At the end of the unit, a competent student will appreciate the value of systems analysis and modelling, and be able to apply their learning to some relatively simple practical aerospace examples.

15 credits

Engineering Statics and Dynamics

The course provides the fundamental concepts and techniques used in Engineering Statics and Dynamics. Two-dimensional statics are covered including force and moment systems, free body diagrams, equilibrium, friction, and the application to typical structures encountered in aerospace engineering applications (such as beams, frames and trusses). Two-dimensional kinematics and kinetics of particles and rigid bodies are covered. An introduction to the use of the Work-Energy methods in dynamics is given. No prior knowledge of statics or dynamics is assumed; the treatment concentrates on physical understanding and applications in aerospace engineering, rather than using advanced mathematical treatments

15 credits

Electrical Fundamentals

This module introduces the concepts and analytical tools for examining the behaviour of combinations of passive circuit elements including resistors, capacitors and inductors  when driven by ideal voltage and current sources. The ideas involved are important not only from the point of view of modelling avionics circuits but also because many complicated processes in aerospace engineering (as well as other disciplines) are themselves modelled by electric circuits. The passive ideas are extended to active electronic components such as diodes, transistors and operational amplifiers and the circuits in which these devices are used. Transformers, magnetics and dc motors are also covered.

15 credits

Global Engineering Challenge Week

The Faculty-wide Global Engineering Challenge Week is a compulsory part of the first-year programme. The project has been designed to develop student academic, transferable and employability skills as well as widen their horizons as global citizens.
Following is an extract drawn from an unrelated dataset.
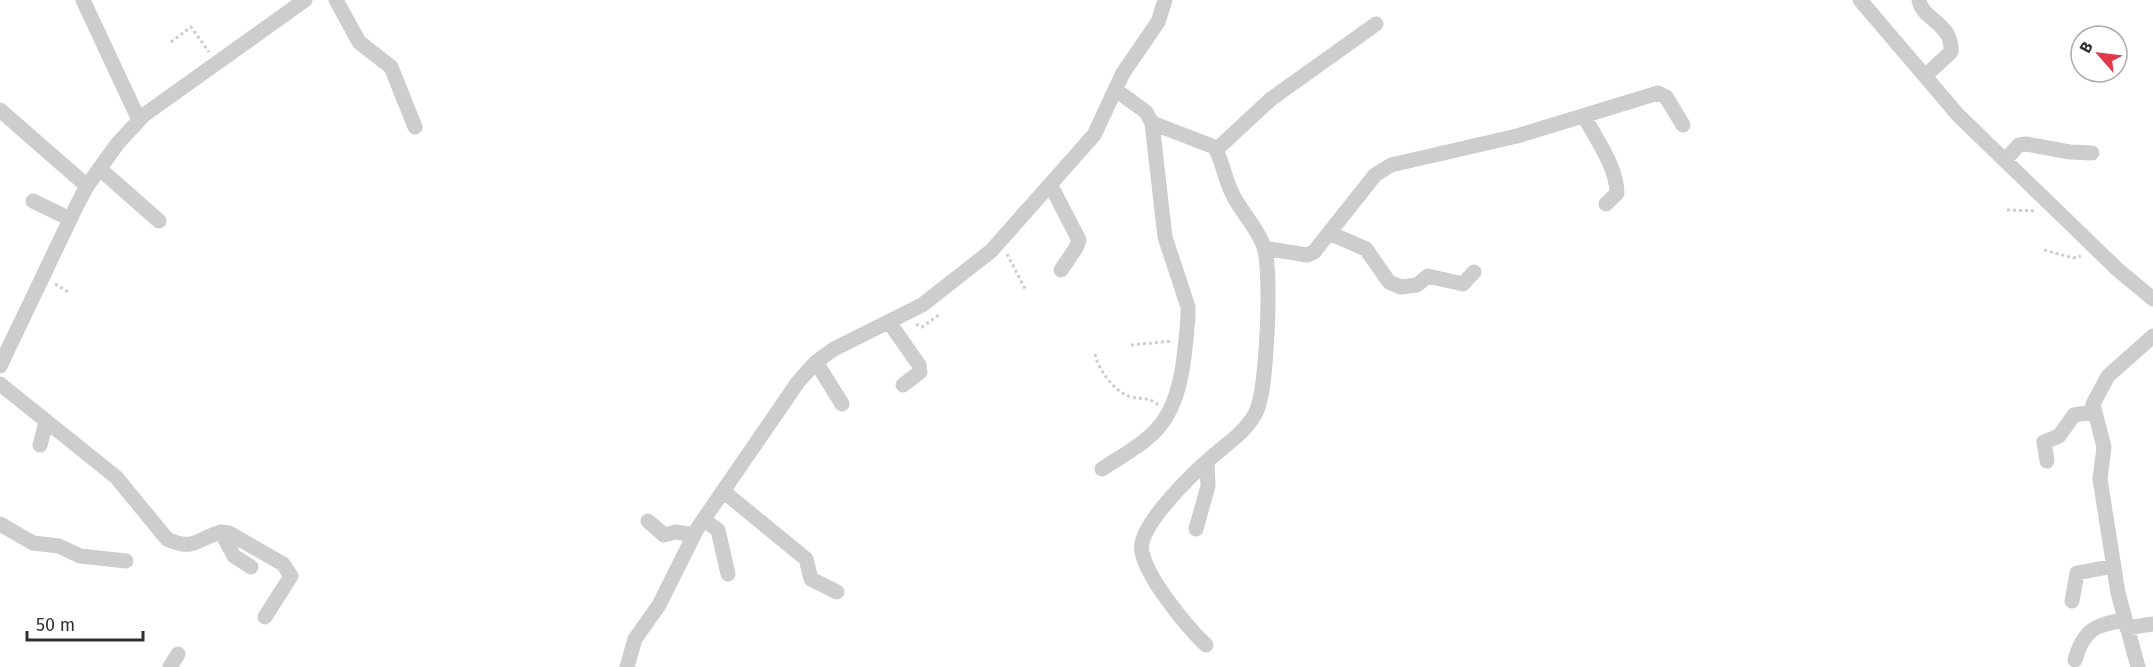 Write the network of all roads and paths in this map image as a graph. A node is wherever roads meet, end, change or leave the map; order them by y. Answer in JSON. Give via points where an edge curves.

Working in multi-disciplinary groups of 5-6, for a full week, all students in the Faculty choose from a number of projects arranged under a range of themes including Water, Waste Management, Energy and Digital with scenarios set in an overseas location facing economic challenge. Some projects are based on the Engineers Without Borders Engineering for people design challenge*.

*The EWB challenge provides students with the opportunity to learn about design, teamwork and communication through real, inspiring, sustainable and cross-cultural development projects identified by EWB with its community-based partner organisations.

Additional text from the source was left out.